Surface enhanced Raman scattering (SERS) has become widely used for identification, quantification and providing structural information about molecular structure in low concentrations as it allows signal Raman enhancement using metallic nanoparticles (NPs). Controlling interaction between analyte and NPs is a major point for the optimization of signal exaltation in SERS analysis. The objective of this study is the improvement and the control of SERS analysis by aggregation/self-assembly optimization of AuNPs using quaternized chitosan. The interest of this approach is to allow stable and reliable measurements with a simple and low cost approach compatible with a massive use in the field. In this work, we used design of experiments by Box-Behnken design to fix optimized conditions to increase signal sensibility of epinephrine water solutions. We also tested SERS signal stability in isotonic sodium chloride 0.9% and glucose 5% matrices.

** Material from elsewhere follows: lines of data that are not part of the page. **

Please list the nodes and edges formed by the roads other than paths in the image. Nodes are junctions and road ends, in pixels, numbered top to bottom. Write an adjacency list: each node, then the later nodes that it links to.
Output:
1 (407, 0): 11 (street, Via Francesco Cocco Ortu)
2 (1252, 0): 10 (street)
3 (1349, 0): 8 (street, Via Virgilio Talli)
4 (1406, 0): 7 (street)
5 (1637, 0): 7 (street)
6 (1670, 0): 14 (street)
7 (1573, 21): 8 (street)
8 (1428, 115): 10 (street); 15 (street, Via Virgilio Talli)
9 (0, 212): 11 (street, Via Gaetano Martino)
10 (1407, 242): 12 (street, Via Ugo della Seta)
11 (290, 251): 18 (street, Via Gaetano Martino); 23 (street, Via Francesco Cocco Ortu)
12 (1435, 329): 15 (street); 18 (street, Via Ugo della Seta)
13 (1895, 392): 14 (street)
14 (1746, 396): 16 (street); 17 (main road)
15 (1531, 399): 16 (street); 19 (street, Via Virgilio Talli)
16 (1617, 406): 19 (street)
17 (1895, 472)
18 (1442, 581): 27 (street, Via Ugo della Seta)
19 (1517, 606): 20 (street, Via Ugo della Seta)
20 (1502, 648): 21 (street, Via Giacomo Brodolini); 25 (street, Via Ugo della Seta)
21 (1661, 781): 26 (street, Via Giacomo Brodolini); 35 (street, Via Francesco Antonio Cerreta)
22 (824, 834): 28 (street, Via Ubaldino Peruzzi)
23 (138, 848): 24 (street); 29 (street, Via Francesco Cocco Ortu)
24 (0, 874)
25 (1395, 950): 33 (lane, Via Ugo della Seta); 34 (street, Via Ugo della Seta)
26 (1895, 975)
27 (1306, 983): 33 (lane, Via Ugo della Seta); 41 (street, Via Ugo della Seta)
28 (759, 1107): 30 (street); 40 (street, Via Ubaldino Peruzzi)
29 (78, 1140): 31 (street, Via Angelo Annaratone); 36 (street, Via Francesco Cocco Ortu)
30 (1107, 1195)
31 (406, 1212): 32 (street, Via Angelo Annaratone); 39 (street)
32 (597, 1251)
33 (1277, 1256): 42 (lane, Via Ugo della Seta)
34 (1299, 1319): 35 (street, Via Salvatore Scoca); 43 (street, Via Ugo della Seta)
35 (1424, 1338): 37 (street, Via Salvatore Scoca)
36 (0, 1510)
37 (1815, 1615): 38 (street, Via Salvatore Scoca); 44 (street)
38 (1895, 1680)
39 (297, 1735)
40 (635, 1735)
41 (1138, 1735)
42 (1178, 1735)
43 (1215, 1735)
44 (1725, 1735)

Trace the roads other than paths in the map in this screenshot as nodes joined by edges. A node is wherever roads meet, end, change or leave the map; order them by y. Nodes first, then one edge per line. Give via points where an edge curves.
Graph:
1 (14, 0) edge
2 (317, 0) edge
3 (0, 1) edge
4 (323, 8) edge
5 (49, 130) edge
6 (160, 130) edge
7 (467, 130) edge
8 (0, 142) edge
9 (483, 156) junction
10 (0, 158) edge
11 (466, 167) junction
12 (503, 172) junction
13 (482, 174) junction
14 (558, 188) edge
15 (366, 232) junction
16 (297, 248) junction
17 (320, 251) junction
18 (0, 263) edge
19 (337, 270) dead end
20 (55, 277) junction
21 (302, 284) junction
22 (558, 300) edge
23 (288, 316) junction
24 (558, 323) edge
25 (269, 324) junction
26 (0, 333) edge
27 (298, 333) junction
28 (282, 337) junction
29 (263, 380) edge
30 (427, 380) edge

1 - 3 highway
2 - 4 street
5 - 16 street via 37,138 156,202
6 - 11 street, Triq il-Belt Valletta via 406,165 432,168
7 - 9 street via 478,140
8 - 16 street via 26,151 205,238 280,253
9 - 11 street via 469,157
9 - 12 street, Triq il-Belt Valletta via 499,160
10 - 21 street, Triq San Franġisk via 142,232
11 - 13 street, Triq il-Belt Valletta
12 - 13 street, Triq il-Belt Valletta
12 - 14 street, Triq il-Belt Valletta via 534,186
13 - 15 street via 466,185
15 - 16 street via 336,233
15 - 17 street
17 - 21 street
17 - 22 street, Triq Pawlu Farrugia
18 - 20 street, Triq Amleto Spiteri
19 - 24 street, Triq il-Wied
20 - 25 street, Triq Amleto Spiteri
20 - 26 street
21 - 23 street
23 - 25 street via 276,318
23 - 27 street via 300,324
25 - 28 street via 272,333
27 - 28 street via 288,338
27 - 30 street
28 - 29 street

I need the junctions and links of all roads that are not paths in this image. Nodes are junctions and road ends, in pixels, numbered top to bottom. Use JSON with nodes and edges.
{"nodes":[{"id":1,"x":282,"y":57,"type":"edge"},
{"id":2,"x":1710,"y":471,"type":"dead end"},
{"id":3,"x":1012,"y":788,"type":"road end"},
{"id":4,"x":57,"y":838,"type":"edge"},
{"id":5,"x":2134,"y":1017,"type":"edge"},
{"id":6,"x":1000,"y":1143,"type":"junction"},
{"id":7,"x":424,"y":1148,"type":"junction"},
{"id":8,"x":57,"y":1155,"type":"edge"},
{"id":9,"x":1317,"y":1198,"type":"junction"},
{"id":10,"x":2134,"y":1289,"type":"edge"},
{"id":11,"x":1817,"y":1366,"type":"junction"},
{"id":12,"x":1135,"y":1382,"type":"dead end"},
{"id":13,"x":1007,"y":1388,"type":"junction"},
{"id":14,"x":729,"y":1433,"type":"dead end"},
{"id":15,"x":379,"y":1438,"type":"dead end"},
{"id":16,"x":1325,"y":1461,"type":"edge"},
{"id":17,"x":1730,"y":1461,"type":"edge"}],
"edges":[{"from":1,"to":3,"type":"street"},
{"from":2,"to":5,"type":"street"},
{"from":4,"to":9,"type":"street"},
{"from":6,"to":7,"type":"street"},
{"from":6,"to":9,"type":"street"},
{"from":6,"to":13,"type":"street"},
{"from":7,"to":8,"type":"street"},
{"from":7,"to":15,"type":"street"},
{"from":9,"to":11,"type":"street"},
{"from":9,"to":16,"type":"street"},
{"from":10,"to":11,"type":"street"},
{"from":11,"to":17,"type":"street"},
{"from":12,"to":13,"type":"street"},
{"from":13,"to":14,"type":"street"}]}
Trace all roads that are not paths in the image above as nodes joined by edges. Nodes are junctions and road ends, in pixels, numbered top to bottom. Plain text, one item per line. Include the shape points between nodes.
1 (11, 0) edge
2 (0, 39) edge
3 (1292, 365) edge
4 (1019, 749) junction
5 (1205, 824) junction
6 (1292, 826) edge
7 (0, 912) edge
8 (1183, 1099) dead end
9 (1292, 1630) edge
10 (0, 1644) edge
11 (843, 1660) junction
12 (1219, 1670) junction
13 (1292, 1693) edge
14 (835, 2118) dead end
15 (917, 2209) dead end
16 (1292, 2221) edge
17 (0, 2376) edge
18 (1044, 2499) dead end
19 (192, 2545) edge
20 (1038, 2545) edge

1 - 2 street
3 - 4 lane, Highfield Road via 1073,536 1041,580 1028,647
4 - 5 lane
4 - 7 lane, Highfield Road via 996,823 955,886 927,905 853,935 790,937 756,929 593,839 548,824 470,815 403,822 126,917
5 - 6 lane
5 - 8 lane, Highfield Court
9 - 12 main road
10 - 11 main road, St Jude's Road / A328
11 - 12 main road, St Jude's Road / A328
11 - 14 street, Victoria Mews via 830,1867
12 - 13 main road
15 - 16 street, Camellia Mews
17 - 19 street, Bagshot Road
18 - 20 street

Our results demonstrate that globally neutral AuNPs aggregates were stabilized at a nanometric size by the subsequent addition of polyelectrolyte chains and allows for significant Raman signal enhancement of epinephrine. We succeed to prepare the SERS active material and measure a stable signal of epinephrine at a concentration as down as 0.1 μg mL⁻¹ in less than 5 min. The signal remained stable and exploitable for at least 2 h. Our results reveal a strong correlation between intensity and logarithm of the concentration (concentration before dilution from 0.1 to 10 μg mL⁻¹) suggesting a possible quantification. Furthermore, the signal of epinephrine at 10 μg mL⁻¹ were also exploitable and stable in complex media as isotonic sodium chloride 0.9% and glucose 5%. This represents a particularly interesting application that would allow direct analysis of drugs complex media and open the way to analysis in biological samples.

表面增强拉曼散射 (SERS) 已广泛用于识别、量化和提供有关低浓度分子结构的结构信息，因为它允许使用金属纳米粒子 (NP) 增强信号拉曼。控制分析物和 NP 之间的相互作用是优化 SERS 分析中信号升高的重点。本研究的目的是通过使用季铵化壳聚糖的 AuNPs 的聚集/自组装优化来改进和控制 SERS 分析。这种方法的目的是通过与现场大量使用兼容的简单且低成本的方法实现稳定可靠的测量。在这项工作中，我们使用 Box-Behnken 设计的实验设计来修复优化条件，以提高肾上腺素水溶液的信号敏感性。

我们的结果表明，通过随后添加聚电解质链，全球中性 AuNPs 聚集体稳定在纳米尺寸，并允许显着增强肾上腺素的拉曼信号。我们成功地制备了 SERS 活性材料并在不到 5 分钟的时间内测量了浓度低至 0.1 μg mL ^{-1的肾上腺素的稳定信号。}信号保持稳定且可利用至少 2 小时。我们的结果揭示了浓度的强度和对数之间的强相关性（稀释前的浓度从 0.1 到 10 μg mL ^-1），表明可能进行量化。此外，10 μg mL ^{-1时的肾上腺素信号}在等渗氯化钠 0.9% 和葡萄糖 5% 等复杂介质中也可利用且稳定。这代表了一个特别有趣的应用，可以直接分析药物复合介质并打开生物样品分析的途径。